Is it because, I make the kids breakfast and lunch almost every morning?

Is it because your mom was in town and I treated her well?

Is it because I make a dinner that is too boring?

When I cleaned the house, did you not like the smell??


Why won't you make love to me...

Is my desire too high for you to handle?

Am I out too late with the boys?

Is it because I lit the wrong candle?

Did I not clear the room full of toys?

A little sex is all I am after.

I think I have put in the time. 

I hold your hand in sadness and laughter.

I miss our love yours and mine.

I sat through that chick flick, which was a disaster.

Weren't the flowers for mother's day on time?


Why won't you make love to me?

We have heat and air and a car and truck.

Just give me an hour so we can f**k.

Are you upset because I saved that little girls life?

I bet her mom would do me, and not care about my wife.

You will wake up, and smell the cafe.

And maybe I'll still be here. 

All it will take is a roll in the hay.

Are just queer?

I do all the right things, you say I do. 

I want to feel like a man.

I hope it's with you.


----------



## ocotillo (Oct 17, 2011)

That plucked a chord....Kinda sad.


----------



## deejov (Sep 24, 2011)

Nicely worded, thanks for sharing 

One thing jumped out at me. Transactional credits.
I spent a lot of time searching for the "right" payment for the reward from my husband. I never did find it. Because it wasn't for sale. 

My blunders were in believing it was for sale, and blaming myself for not getting it right. 

The mistake (for me personally) was in asking for more than I was getting, instead of matching my emotional attachment to what I was being given. 

Peace.


----------



## SimplyAmorous (Nov 25, 2009)

I found this heartfully Open...giving....Sad....very loving... honest....it just shouldn't be....
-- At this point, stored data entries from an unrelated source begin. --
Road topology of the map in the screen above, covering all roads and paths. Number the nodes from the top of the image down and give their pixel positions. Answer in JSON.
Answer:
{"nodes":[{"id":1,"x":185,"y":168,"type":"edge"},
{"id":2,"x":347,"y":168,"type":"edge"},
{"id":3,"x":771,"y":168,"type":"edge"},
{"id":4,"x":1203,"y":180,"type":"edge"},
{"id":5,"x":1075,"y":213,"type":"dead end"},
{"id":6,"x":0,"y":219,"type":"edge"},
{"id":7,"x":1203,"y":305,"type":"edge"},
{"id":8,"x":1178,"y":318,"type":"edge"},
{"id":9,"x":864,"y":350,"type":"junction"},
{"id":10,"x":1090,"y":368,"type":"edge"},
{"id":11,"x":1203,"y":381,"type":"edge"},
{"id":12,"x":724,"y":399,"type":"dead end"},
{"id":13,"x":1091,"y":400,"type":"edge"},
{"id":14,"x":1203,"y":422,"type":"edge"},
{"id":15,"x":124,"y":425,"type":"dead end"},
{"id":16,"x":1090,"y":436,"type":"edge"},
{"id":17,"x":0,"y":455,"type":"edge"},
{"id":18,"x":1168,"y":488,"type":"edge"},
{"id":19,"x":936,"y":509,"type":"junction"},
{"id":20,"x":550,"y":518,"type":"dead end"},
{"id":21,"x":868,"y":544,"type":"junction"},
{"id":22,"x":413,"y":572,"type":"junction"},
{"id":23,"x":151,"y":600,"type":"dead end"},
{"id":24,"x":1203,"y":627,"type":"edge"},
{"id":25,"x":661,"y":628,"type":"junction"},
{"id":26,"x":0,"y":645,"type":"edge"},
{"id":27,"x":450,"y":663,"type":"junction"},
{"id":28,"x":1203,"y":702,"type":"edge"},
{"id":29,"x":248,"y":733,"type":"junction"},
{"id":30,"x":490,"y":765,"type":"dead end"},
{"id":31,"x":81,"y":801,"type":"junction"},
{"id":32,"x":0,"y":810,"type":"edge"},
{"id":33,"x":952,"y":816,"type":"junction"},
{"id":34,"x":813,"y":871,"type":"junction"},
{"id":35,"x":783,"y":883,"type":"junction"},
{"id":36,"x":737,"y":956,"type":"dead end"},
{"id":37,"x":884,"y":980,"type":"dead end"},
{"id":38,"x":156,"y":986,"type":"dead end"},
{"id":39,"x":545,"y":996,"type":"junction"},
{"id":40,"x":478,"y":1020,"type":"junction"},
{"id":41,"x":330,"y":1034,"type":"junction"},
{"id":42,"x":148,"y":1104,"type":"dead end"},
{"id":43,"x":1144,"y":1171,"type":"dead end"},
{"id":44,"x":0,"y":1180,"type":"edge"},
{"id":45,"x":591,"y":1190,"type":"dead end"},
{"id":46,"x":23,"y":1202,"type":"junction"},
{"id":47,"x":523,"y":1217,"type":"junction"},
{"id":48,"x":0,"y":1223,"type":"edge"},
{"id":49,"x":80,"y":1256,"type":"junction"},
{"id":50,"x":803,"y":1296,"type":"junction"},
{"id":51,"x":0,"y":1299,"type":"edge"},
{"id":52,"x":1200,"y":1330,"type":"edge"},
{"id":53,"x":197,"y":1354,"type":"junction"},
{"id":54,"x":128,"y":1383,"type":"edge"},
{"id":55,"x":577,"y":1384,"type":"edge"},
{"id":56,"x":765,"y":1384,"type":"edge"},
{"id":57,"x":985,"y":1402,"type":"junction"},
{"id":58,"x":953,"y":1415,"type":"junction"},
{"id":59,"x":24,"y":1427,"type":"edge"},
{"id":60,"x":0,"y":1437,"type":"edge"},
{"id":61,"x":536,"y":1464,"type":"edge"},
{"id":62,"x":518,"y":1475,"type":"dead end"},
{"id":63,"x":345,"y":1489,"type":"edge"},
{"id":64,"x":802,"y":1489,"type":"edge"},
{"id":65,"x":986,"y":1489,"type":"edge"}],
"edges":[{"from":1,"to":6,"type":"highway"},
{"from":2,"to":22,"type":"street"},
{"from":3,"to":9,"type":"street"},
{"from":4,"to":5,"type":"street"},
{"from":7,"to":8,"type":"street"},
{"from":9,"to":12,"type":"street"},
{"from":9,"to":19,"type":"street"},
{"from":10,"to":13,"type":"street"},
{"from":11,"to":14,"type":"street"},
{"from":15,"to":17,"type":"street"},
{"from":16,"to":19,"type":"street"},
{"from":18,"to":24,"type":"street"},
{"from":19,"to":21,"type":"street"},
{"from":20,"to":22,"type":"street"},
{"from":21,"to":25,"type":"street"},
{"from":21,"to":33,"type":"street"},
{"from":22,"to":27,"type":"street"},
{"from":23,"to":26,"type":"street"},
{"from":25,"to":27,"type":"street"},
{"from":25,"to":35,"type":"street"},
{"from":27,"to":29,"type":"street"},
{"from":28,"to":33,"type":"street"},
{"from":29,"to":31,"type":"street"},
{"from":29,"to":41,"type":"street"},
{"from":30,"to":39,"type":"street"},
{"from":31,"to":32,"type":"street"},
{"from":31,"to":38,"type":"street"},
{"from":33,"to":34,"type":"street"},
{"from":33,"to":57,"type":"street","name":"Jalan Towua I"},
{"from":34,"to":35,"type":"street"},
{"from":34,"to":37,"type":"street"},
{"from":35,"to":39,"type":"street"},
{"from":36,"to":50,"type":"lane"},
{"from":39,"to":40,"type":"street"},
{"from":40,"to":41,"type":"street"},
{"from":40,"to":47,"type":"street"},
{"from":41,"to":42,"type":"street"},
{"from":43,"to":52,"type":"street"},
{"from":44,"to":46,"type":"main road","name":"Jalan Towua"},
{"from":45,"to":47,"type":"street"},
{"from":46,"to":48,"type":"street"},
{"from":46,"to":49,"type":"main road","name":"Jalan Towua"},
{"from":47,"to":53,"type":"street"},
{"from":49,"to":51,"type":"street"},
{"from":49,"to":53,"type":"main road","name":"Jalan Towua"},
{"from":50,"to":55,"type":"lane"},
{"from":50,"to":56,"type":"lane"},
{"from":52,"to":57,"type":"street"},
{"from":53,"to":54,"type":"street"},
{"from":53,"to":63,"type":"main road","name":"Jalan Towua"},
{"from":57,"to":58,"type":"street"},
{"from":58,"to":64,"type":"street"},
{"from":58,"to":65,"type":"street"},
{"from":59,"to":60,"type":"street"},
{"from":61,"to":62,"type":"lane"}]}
I feel for all men walking in these shoes ...their wives really DON'T deserve them... They don't know what they have... sometimes...till it is threatened to be LOST...


----------



## SaltInWound (Jan 2, 2013)

bbrad said:


> Are you upset because I saved that little girls life?
> 
> I bet her mom would do me, and not care about my wife.


:rofl:


----------



## bbrad (May 30, 2012)

True story,

Little girl was choking at restaurant, and I gave the heimlich, sp? 
MIL mentioned that I would do anything for a free meal.

Little girls mom was smokin hot, and cried for 15 mins. FR's said she was fine and took my toast to go.

Meh, 

Life,

What you gonna do.


----------



## Holland (Aug 20, 2012)

bbrad said:


> True story,
> 
> Little girl was choking at restaurant, and I gave the heimlich, sp?
> MIL mentioned that I would do anything for a free meal.
> ...


get out and live it or wallow in self pity for the rest of your days.


----------



## wifenumber2 (Jul 29, 2011)

BBrad: do you plan to provide her with a written copy of this? If you don't will she know how much this hurts?


----------



## TCSRedhead (Oct 17, 2012)

This is really sad.


----------



## Wiserforit (Dec 27, 2012)

bbrad said:


> Is it because, I make the kids breakfast and lunch almost every morning?
> 
> Is it because your mom was in town and I treated her well?
> 
> ...


Because you sound like a wife?


----------



## youkiddingme (Jul 30, 2012)

There may be issues in your marriage that keep your actions from actually being able to make deposits into her love bank. Or perhaps you are showing love to her in YOUR love language and not hers. We only have one side of the equation here. There may be issues that need to be worked through. Or, maybe she just needs a wake up call.... maybe she is busy with being a wife and needs to know that she is neglecting you.


----------